[ aws . codecommit ]

put-repository-triggers

Description

Replaces all triggers for a repository. Used to create or delete triggers.

See also: AWS API Documentation

See ‘aws help’ for descriptions of global parameters.

Synopsis

  put-repository-triggers
--repository-name <value>
--triggers <value>
[--cli-input-json | --cli-input-yaml]
[--generate-cli-skeleton <value>]

Options

--repository-name (string)

The name of the repository where you want to create or update the trigger.

--triggers (list)

The JSON block of configuration information for each trigger.

(structure)

Information about a trigger for a repository.

name -> (string)

The name of the trigger.

destinationArn -> (string)

The ARN of the resource that is the target for a trigger (for example, the ARN of a topic in Amazon SNS).

customData -> (string)

Any custom data associated with the trigger to be included in the information sent to the target of the trigger.

branches -> (list)

The branches to be included in the trigger configuration. If you specify an empty array, the trigger applies to all branches.

Note

Although no content is required in the array, you must include the array itself.

(string)

events -> (list)

The repository events that cause the trigger to run actions in another service, such as sending a notification through Amazon SNS.

Note

The valid value “all” cannot be used with any other values.

(string)

Shorthand Syntax:

name=string,destinationArn=string,customData=string,branches=string,string,events=string,string ...

JSON Syntax:

[
  {
    "name": "string",
    "destinationArn": "string",
    "customData": "string",
    "branches": ["string", ...],
    "events": ["all"|"updateReference"|"createReference"|"deleteReference", ...]
  }
  ...
]

--cli-input-json | --cli-input-yaml (string) Reads arguments from the JSON string provided. The JSON string follows the format provided by --generate-cli-skeleton. If other arguments are provided on the command line, those values will override the JSON-provided values. It is not possible to pass arbitrary binary values using a JSON-provided value as the string will be taken literally. This may not be specified along with --cli-input-yaml.
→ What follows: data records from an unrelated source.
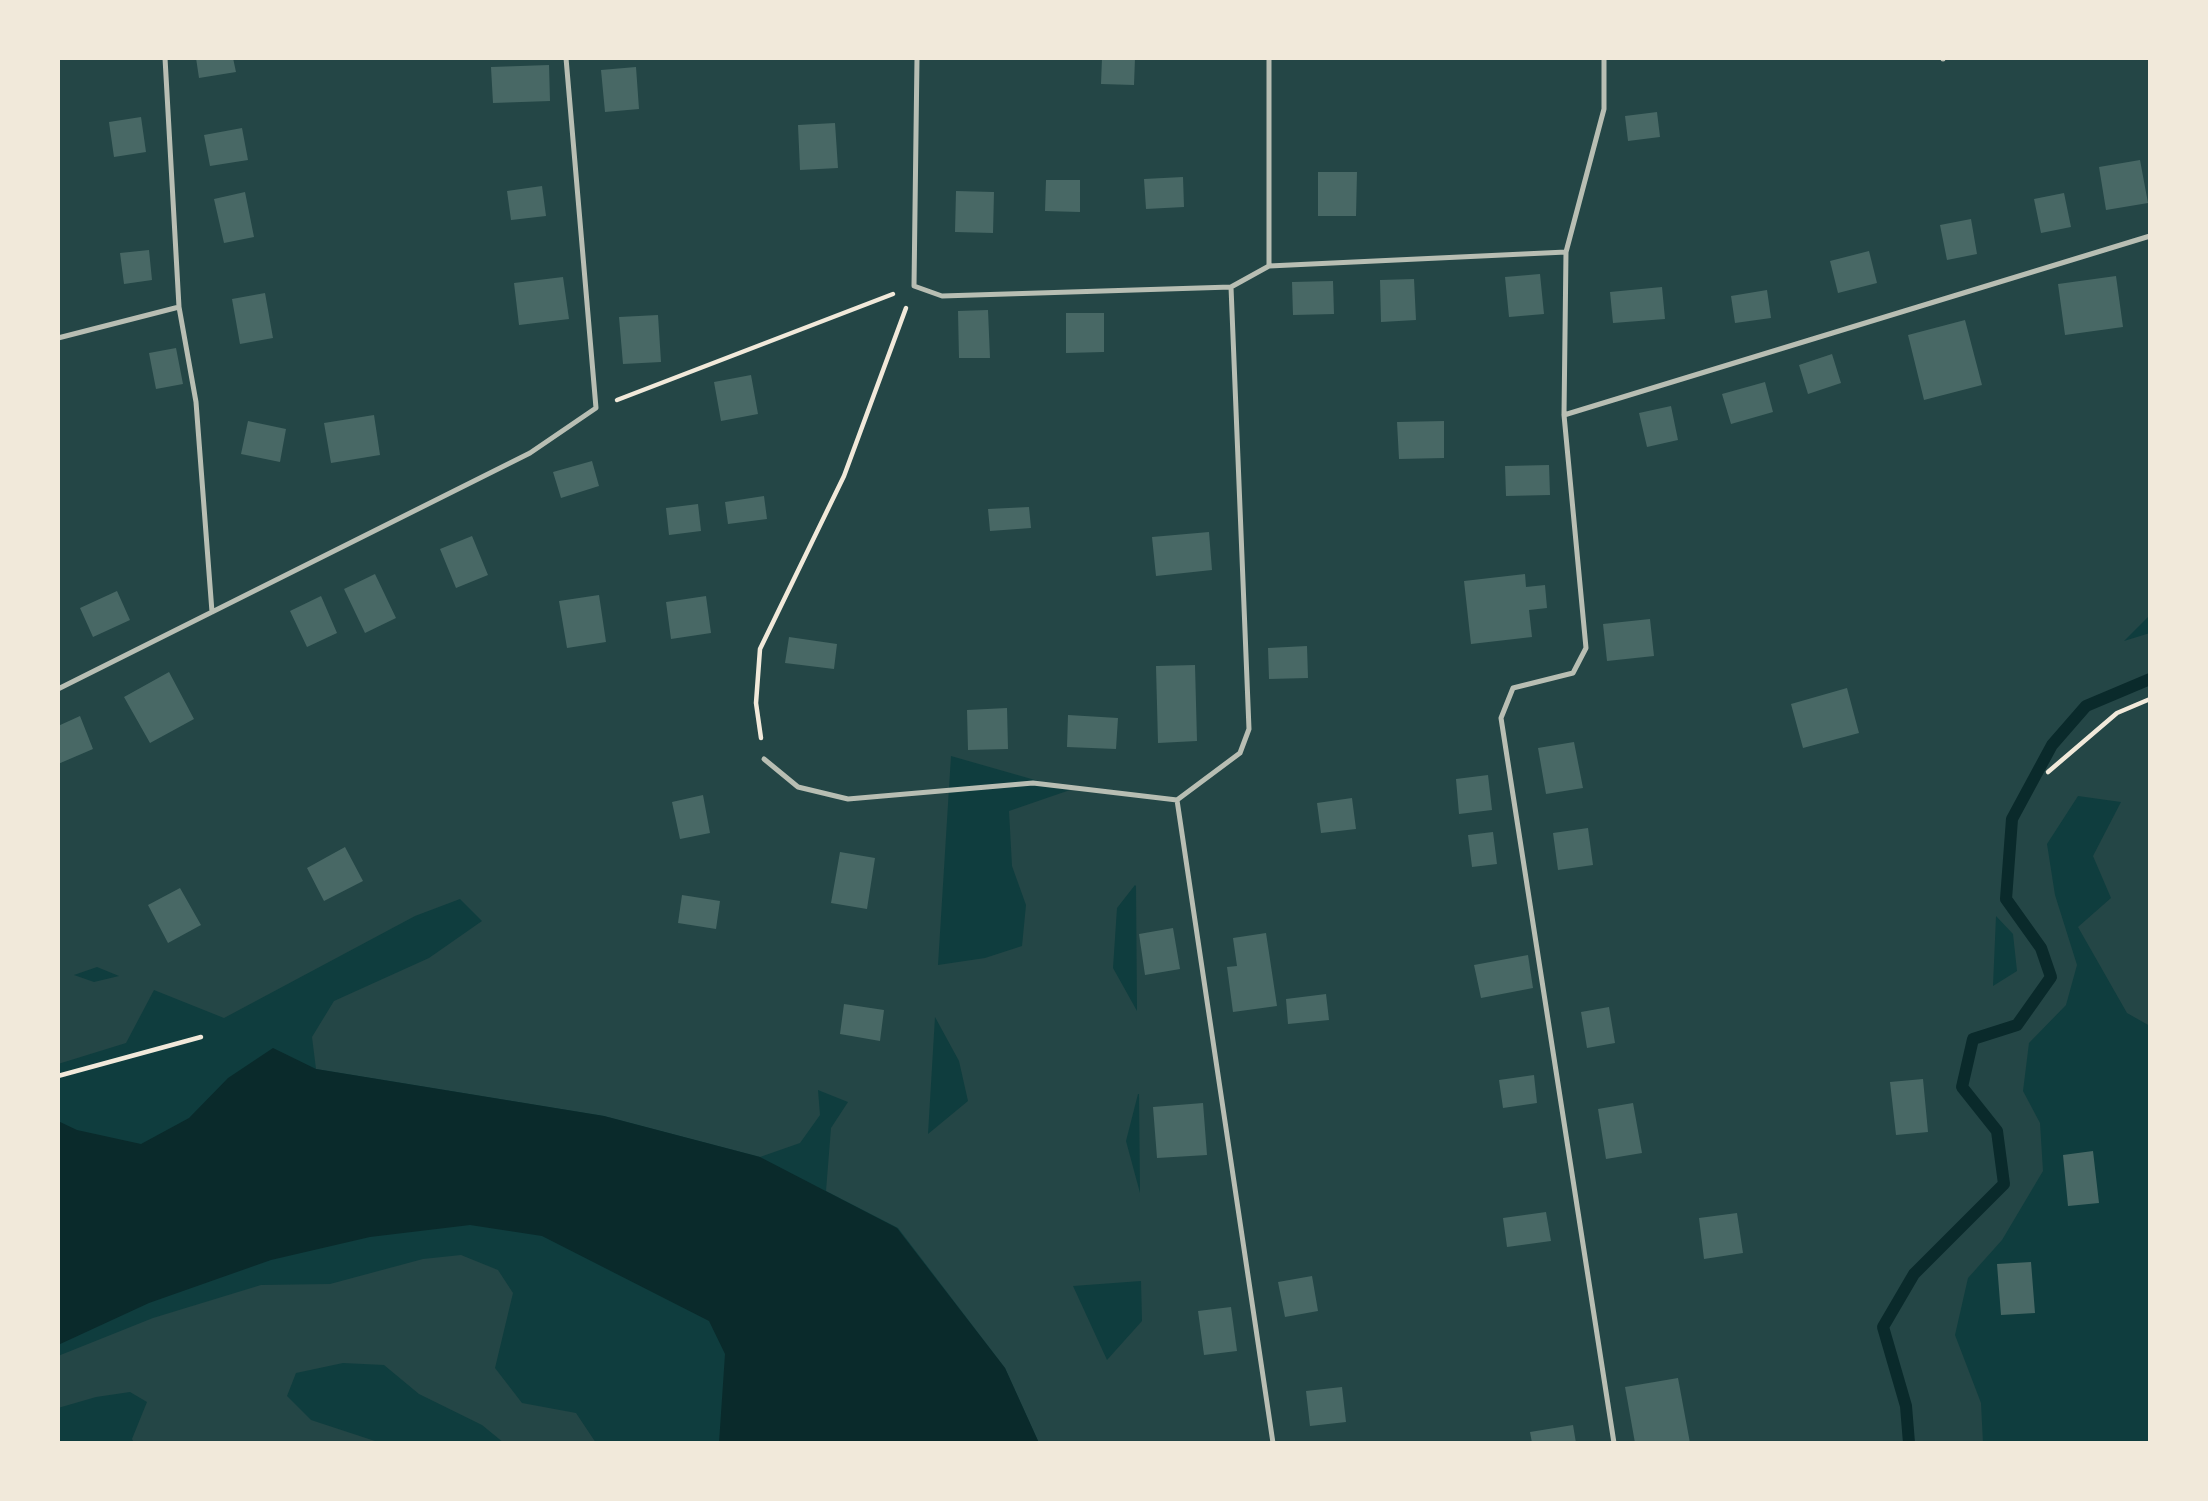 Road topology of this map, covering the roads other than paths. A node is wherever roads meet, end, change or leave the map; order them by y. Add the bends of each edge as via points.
1 (165, 58) edge
2 (566, 58) edge
3 (917, 58) edge
4 (1269, 58) edge
5 (1604, 58) edge
6 (2150, 236) edge
7 (1566, 252) junction
8 (1269, 266) junction
9 (1231, 287) junction
10 (179, 307) junction
11 (58, 338) edge
12 (1564, 415) junction
13 (212, 612) junction
14 (58, 689) edge
15 (764, 759) road end
16 (1177, 800) junction
17 (1273, 1443) edge
18 (1614, 1443) edge

1 - 10 lane
2 - 13 lane via 596,408 530,453
3 - 9 lane via 914,286 942,296
4 - 8 lane
5 - 7 lane via 1604,109
6 - 12 lane
7 - 8 lane
7 - 12 lane
8 - 9 lane
9 - 16 lane via 1249,729 1240,753
10 - 11 lane
10 - 13 lane via 196,402
12 - 18 lane via 1586,648 1573,673 1513,688 1501,718
13 - 14 lane
15 - 16 lane via 798,787 848,799 1033,783
16 - 17 lane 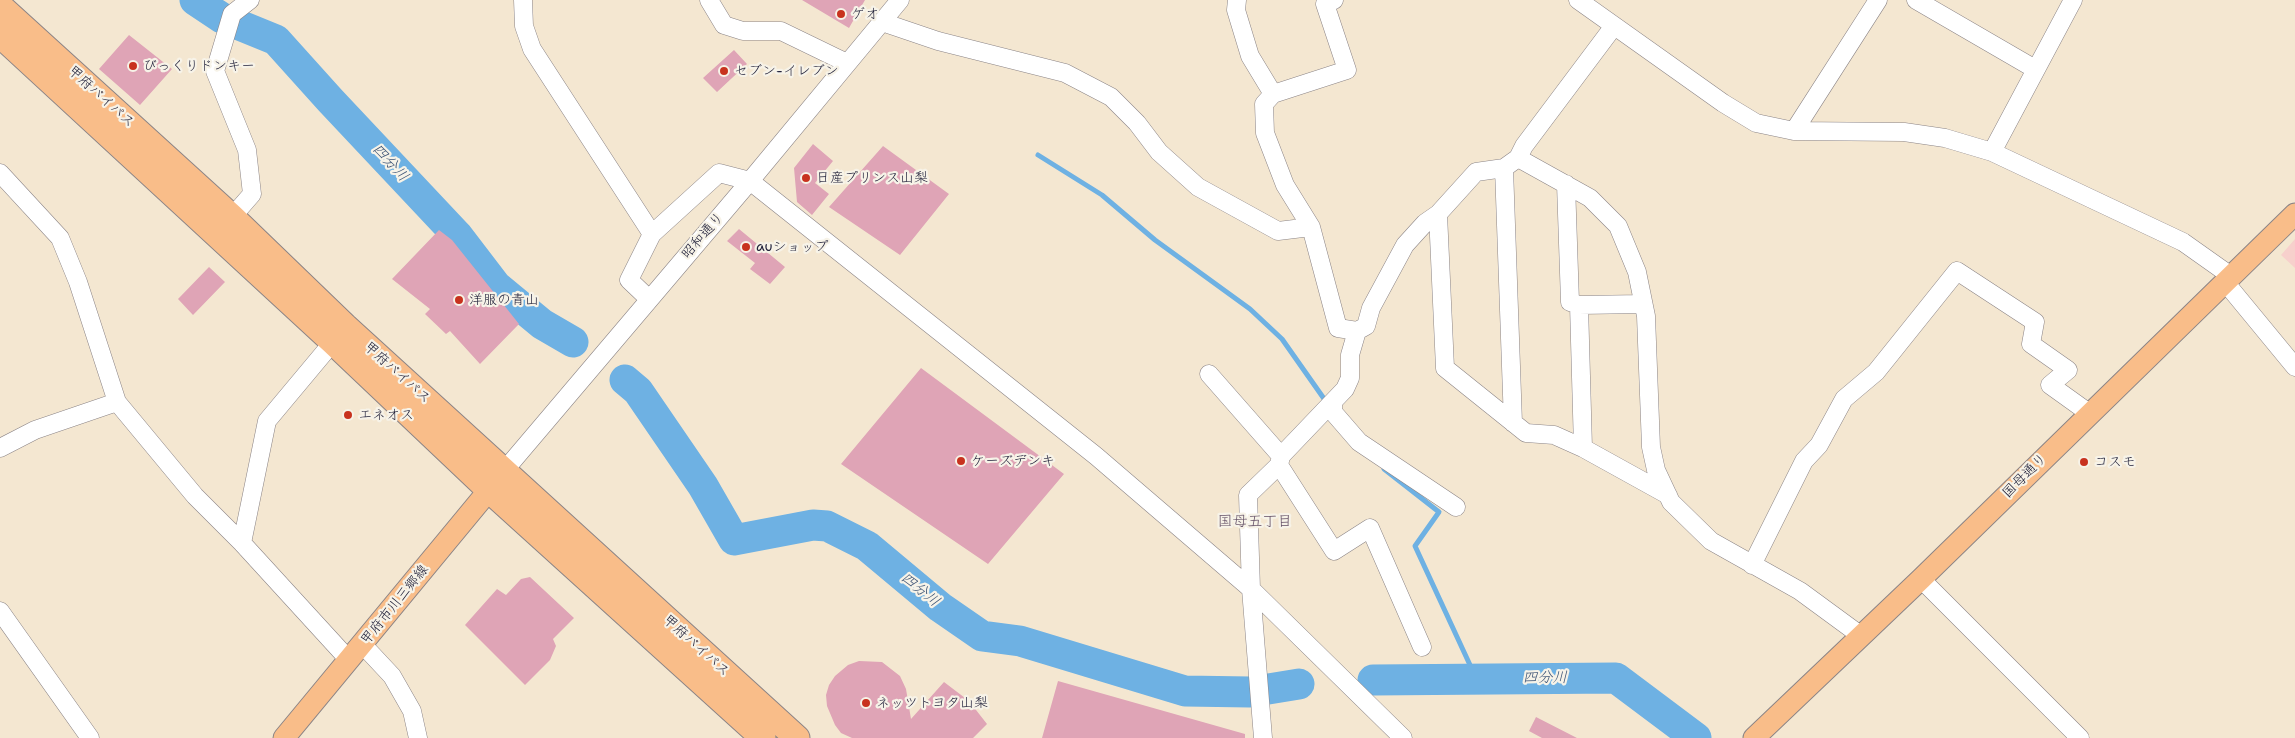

--generate-cli-skeleton (string) Prints a JSON skeleton to standard output without sending an API request. If provided with no value or the value input, prints a sample input JSON that can be used as an argument for --cli-input-json. Similarly, if provided yaml-input it will print a sample input YAML that can be used with --cli-input-yaml. If provided with the value output, it validates the command inputs and returns a sample output JSON for that command.

See ‘aws help’ for descriptions of global parameters.

Examples

To add or update a trigger in a repository

This example demonstrates how to update triggers named ‘MyFirstTrigger’ and ‘MySecondTrigger’ using an already-created JSON file (here named MyTriggers.json) that contains the structure of all the triggers for a repository named MyDemoRepo. To learn how to get the JSON for existing triggers, see the get-repository-triggers command.

Command:

aws codecommit put-repository-triggers --repository-name MyDemoRepo file://MyTriggers.json

JSON file sample contents:
{
  "repositoryName": "MyDemoRepo",
  "triggers": [
      {
          "destinationArn": "arn:aws:sns:us-east-1:80398EXAMPLE:MyCodeCommitTopic",
          "branches": [
              "master",
              "preprod"
          ],
          "name": "MyFirstTrigger",
          "customData": "",
          "events": [
              "all"
          ]
      },
              {
          "destinationArn": "arn:aws:lambda:us-east-1:111111111111:function:MyCodeCommitPythonFunction",
          "branches": [],
          "name": "MySecondTrigger",
          "customData": "EXAMPLE",
          "events": [
              "all"
          ]
      }
  ]
}

Output:

{
  "configurationId": "6fa51cd8-35c1-EXAMPLE"
}

Output

configurationId -> (string)

The system-generated unique ID for the create or update operation.